What to produce
Find every line below that contains the word "nodes" and copy it out.

Available records
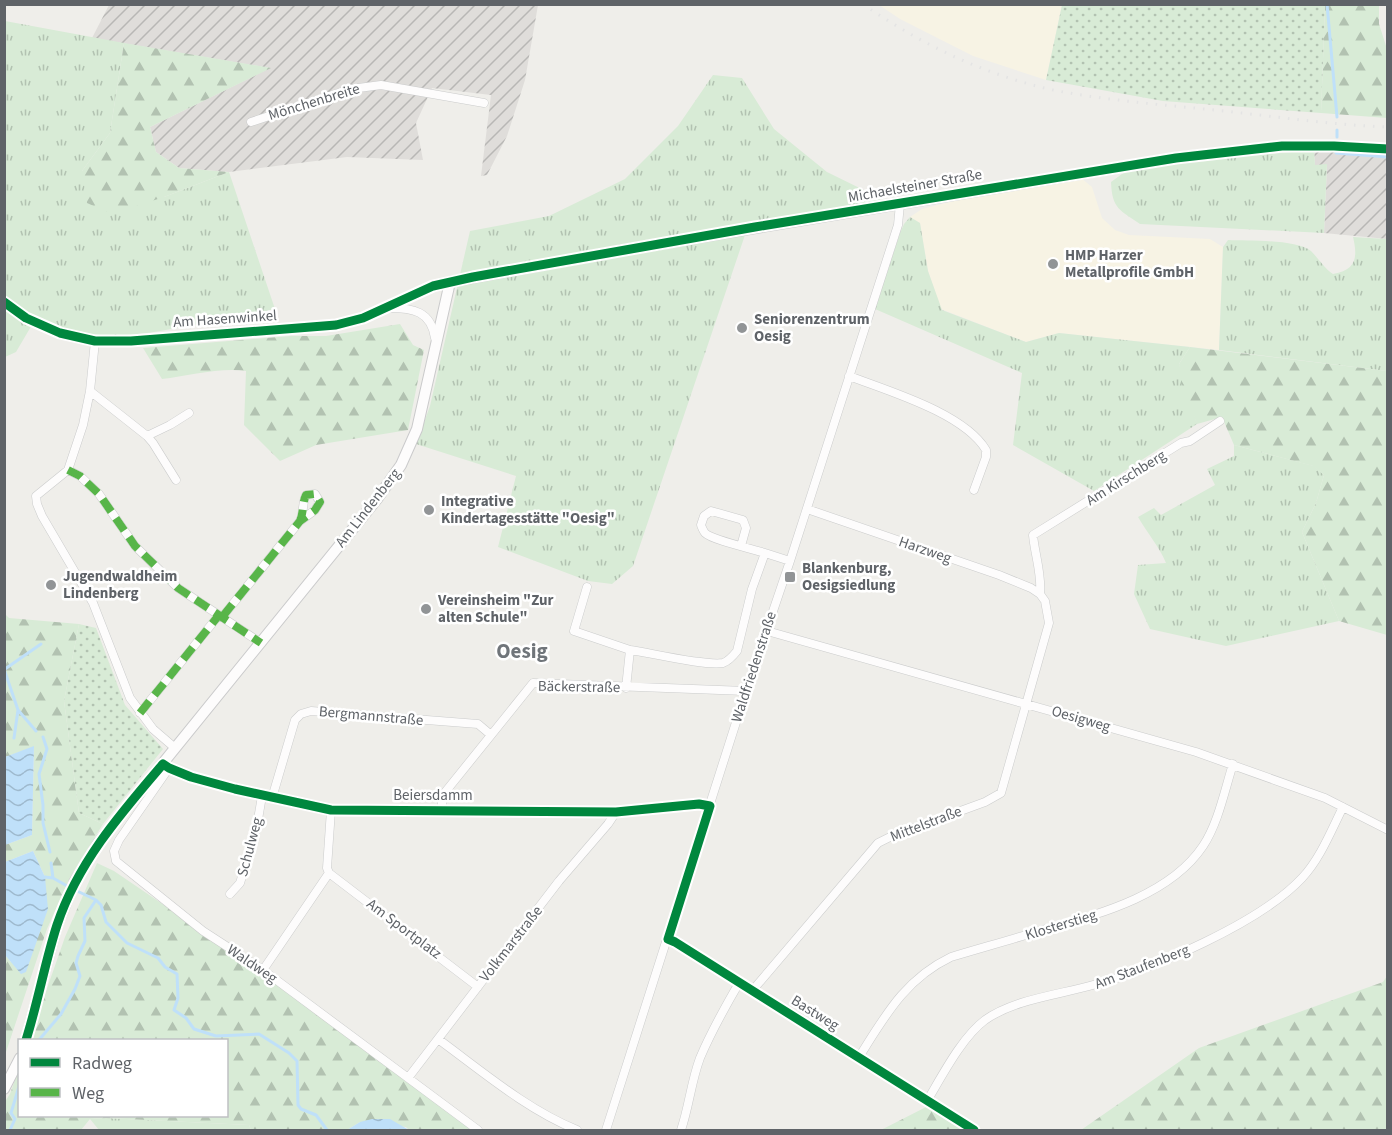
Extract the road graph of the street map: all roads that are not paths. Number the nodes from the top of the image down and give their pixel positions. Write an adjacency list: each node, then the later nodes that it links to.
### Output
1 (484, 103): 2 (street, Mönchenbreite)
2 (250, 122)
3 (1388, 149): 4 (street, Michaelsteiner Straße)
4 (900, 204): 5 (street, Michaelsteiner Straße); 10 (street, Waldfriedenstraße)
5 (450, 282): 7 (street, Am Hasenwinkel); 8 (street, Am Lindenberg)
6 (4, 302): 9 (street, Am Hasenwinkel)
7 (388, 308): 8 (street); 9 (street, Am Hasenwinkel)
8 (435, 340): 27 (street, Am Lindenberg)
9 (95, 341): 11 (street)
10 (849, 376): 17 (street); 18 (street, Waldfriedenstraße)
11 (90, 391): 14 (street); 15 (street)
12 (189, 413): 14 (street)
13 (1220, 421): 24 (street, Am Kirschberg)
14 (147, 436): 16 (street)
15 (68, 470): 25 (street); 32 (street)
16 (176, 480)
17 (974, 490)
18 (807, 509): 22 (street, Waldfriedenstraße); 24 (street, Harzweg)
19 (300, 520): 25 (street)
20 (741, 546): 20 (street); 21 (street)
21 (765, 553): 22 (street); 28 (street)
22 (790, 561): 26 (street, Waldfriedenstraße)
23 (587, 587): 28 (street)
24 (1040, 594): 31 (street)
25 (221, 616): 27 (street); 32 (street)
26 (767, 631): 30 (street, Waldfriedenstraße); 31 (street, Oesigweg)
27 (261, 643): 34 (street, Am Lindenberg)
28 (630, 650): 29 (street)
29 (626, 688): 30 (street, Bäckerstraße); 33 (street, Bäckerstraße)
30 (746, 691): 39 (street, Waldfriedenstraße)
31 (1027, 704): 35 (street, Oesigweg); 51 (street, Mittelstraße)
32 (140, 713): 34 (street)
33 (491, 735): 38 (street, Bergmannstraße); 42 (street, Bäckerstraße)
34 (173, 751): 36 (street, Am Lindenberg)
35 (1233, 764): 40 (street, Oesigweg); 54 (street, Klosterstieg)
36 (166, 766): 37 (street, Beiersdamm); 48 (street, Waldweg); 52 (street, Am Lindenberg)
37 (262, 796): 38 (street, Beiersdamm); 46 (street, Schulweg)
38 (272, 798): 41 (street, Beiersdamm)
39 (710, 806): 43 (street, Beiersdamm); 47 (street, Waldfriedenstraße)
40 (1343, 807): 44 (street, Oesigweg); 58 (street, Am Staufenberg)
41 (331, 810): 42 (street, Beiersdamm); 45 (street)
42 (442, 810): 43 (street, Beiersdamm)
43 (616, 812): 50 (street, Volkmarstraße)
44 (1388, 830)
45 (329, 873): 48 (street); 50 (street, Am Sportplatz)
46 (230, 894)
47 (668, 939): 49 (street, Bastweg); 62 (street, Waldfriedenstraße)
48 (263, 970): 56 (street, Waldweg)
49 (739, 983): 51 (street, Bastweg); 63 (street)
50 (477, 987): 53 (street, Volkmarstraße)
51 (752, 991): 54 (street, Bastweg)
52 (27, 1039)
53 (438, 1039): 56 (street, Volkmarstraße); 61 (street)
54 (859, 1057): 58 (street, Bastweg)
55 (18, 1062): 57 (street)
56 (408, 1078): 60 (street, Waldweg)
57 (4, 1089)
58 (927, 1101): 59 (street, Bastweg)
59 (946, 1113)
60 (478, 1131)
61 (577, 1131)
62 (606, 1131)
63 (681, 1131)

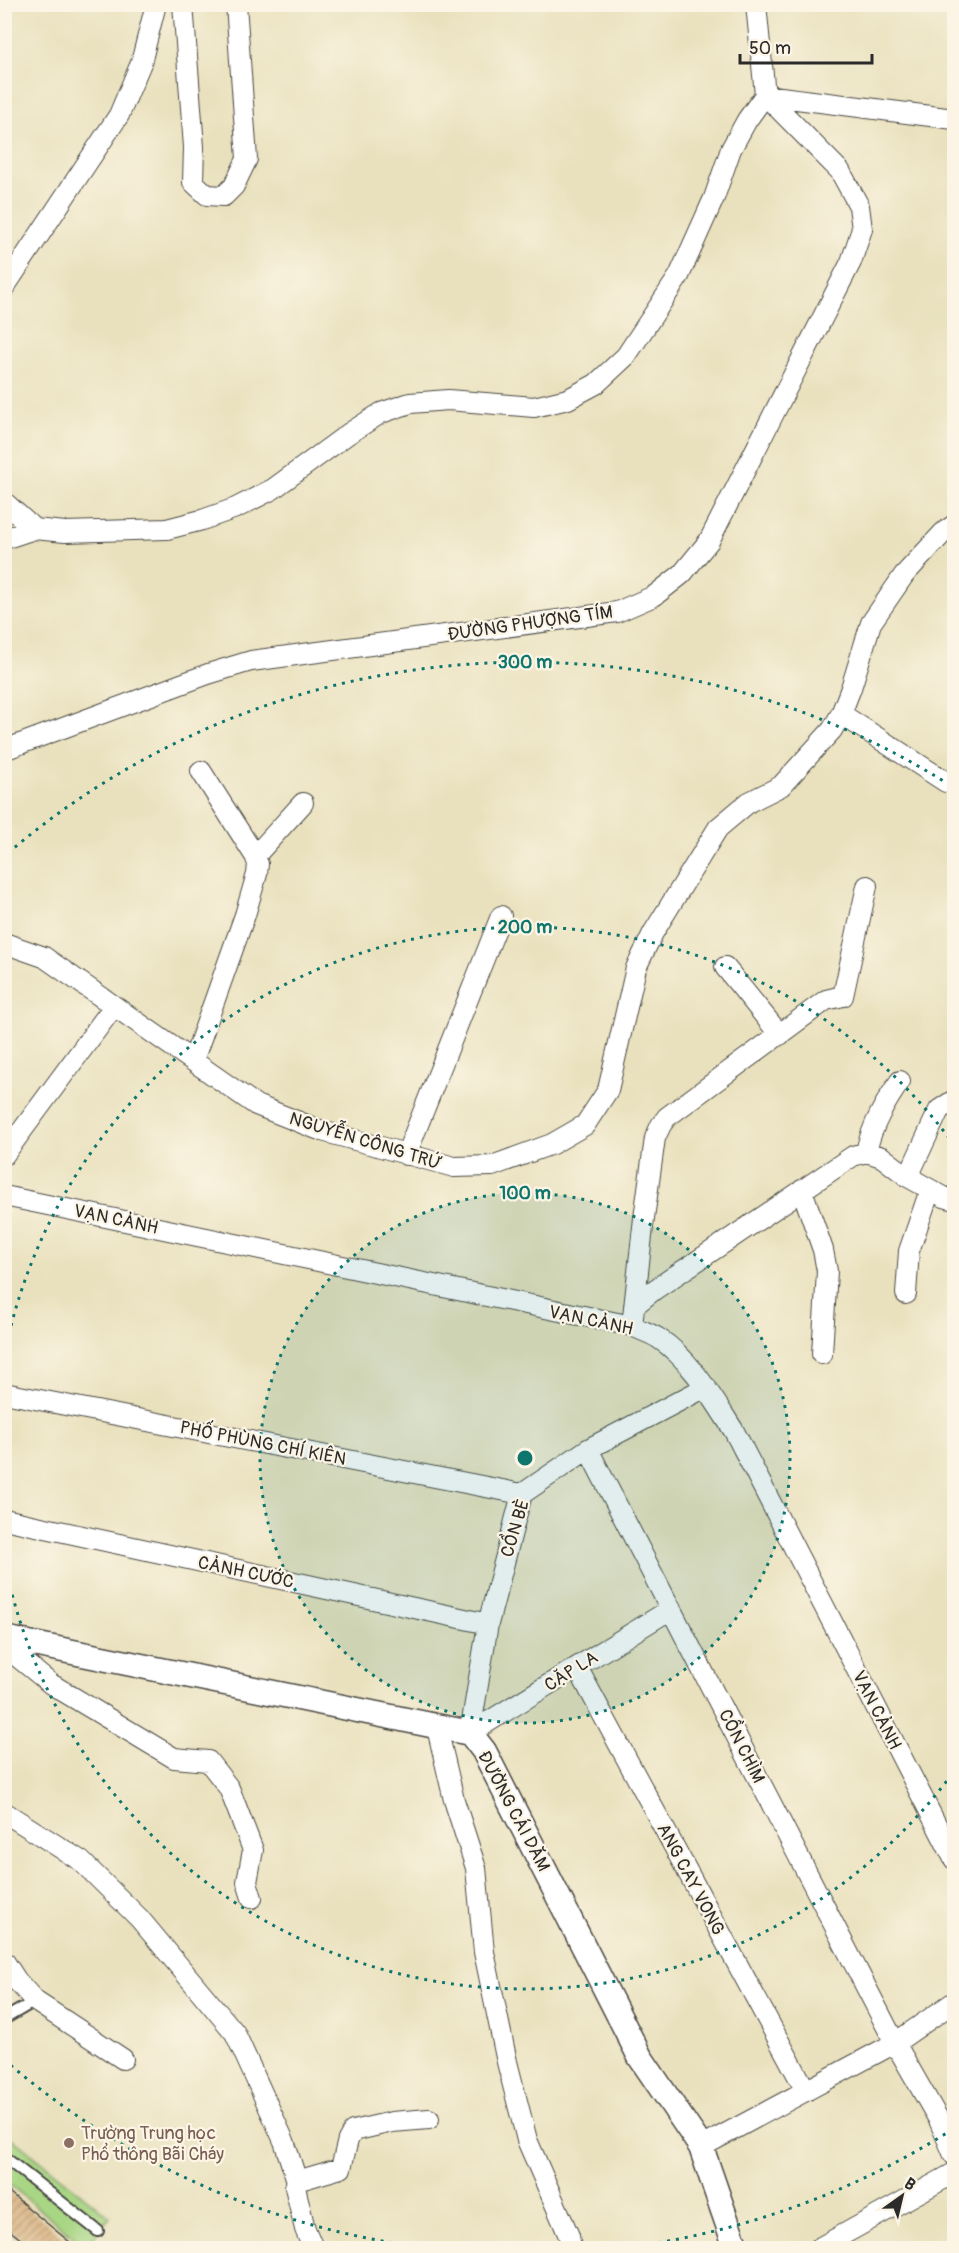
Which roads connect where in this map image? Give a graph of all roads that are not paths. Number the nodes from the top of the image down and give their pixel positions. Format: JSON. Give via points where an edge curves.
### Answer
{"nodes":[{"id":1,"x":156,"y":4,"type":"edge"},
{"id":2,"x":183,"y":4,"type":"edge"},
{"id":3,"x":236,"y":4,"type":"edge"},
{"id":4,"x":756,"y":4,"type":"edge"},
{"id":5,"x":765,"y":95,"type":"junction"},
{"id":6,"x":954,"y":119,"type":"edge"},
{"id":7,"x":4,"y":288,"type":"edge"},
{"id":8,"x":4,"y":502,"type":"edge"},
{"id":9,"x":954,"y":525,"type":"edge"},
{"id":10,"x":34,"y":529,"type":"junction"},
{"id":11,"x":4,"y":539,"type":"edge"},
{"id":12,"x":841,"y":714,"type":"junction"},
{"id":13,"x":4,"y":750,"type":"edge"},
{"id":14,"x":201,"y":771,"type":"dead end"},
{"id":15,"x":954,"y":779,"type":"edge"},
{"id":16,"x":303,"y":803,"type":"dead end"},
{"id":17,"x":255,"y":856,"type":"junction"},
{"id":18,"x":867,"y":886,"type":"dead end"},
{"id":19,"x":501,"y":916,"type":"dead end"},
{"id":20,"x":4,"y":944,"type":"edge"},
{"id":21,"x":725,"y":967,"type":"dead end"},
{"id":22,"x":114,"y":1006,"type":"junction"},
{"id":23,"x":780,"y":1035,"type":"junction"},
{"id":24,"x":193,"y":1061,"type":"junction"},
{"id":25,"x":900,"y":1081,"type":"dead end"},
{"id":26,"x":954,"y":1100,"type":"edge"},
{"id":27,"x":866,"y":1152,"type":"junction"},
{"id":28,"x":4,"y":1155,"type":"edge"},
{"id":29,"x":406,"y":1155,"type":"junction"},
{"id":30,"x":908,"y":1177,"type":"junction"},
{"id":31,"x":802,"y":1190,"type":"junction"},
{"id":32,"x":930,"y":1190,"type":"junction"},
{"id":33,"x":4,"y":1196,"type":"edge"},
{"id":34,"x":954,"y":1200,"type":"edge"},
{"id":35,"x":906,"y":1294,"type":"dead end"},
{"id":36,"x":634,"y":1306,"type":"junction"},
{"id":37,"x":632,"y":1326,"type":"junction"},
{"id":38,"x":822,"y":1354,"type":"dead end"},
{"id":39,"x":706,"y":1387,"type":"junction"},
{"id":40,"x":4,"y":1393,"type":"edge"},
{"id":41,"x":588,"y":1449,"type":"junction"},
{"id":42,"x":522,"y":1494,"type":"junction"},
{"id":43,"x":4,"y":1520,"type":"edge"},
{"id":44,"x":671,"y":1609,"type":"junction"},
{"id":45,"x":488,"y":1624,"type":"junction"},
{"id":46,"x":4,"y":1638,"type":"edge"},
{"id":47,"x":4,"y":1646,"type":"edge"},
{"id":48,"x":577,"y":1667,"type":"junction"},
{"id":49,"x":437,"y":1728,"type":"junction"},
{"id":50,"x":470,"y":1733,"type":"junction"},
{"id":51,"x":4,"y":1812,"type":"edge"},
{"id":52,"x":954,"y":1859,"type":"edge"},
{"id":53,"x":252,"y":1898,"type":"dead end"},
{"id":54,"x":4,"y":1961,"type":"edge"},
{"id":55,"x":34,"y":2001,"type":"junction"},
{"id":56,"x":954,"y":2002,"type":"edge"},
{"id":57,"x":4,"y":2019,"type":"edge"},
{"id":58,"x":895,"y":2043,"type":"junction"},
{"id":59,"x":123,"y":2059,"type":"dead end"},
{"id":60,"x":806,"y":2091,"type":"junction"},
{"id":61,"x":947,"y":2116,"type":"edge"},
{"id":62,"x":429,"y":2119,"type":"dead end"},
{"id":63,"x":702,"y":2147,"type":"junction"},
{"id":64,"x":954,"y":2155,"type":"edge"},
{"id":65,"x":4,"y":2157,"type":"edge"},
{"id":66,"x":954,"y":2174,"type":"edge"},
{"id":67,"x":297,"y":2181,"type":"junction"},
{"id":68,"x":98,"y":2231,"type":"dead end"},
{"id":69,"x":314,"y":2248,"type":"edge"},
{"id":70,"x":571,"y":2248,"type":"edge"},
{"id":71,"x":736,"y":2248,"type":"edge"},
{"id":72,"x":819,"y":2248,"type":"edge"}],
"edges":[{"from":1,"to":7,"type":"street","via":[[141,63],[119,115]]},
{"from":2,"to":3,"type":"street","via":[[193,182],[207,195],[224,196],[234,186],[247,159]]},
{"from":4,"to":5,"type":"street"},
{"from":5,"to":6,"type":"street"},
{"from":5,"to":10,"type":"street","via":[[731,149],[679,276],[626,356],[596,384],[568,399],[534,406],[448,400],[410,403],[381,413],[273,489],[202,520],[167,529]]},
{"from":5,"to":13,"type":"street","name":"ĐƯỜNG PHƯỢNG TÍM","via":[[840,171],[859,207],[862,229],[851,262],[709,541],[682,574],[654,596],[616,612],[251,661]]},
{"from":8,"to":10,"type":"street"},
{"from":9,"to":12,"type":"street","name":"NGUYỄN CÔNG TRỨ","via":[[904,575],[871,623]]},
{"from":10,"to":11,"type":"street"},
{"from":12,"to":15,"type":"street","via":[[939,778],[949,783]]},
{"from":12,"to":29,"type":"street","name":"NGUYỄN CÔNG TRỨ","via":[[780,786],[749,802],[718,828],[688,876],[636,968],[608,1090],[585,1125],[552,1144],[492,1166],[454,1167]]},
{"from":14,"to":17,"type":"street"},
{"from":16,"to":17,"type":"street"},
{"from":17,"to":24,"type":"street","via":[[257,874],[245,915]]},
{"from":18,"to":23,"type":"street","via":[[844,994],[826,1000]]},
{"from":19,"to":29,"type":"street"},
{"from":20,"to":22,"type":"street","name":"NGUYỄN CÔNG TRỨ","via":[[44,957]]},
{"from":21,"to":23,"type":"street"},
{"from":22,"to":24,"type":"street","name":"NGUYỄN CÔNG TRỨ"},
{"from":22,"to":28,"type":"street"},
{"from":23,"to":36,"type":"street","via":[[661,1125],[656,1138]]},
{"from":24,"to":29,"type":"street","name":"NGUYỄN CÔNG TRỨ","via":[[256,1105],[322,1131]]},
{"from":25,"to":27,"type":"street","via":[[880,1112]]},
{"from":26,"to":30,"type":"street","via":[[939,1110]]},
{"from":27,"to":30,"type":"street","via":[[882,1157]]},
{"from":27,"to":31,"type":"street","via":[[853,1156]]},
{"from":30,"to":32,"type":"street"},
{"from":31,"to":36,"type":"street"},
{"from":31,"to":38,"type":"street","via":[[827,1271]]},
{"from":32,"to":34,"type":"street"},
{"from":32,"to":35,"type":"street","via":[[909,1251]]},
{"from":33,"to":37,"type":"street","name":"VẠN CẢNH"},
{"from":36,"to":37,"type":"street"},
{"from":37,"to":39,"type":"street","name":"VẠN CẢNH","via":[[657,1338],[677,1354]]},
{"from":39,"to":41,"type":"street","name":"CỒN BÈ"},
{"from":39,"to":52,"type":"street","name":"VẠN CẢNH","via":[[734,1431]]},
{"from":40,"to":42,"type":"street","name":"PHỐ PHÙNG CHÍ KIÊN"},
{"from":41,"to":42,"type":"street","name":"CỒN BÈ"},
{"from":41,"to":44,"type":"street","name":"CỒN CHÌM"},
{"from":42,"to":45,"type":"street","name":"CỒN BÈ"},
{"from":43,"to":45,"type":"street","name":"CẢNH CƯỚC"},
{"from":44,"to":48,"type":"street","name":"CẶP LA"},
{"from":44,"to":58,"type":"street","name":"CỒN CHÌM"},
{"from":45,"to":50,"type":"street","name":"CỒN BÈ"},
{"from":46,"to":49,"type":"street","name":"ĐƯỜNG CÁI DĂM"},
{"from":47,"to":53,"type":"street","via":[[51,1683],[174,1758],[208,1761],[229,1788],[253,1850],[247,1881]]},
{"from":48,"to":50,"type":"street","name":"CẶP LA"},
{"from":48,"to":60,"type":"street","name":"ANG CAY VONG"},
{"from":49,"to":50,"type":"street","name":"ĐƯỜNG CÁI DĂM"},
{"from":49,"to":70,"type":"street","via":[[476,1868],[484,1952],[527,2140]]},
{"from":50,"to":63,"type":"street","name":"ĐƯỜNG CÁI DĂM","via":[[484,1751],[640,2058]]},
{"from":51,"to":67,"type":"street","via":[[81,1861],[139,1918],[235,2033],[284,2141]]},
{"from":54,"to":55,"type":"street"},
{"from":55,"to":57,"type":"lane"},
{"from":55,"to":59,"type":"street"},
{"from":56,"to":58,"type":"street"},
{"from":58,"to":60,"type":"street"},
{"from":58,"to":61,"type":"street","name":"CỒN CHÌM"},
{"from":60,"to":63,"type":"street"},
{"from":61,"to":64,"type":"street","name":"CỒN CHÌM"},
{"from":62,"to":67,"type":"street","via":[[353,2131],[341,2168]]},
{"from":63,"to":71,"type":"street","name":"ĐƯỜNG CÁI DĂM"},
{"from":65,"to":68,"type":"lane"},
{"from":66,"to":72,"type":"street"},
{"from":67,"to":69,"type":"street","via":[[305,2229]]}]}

Output
Extract the road graph of the street map: all roads that are not paths. Number the nodes from the top of the image down and give their pixel positions. Write an adjacency list: each node, then the later nodes that it links to.
Which roads connect where in this map image? Give a graph of all roads that are not paths. Number the nodes from the top of the image down and give their pixel positions. Format: JSON. Give via points where an edge curves.
{"nodes":[{"id":1,"x":156,"y":4,"type":"edge"},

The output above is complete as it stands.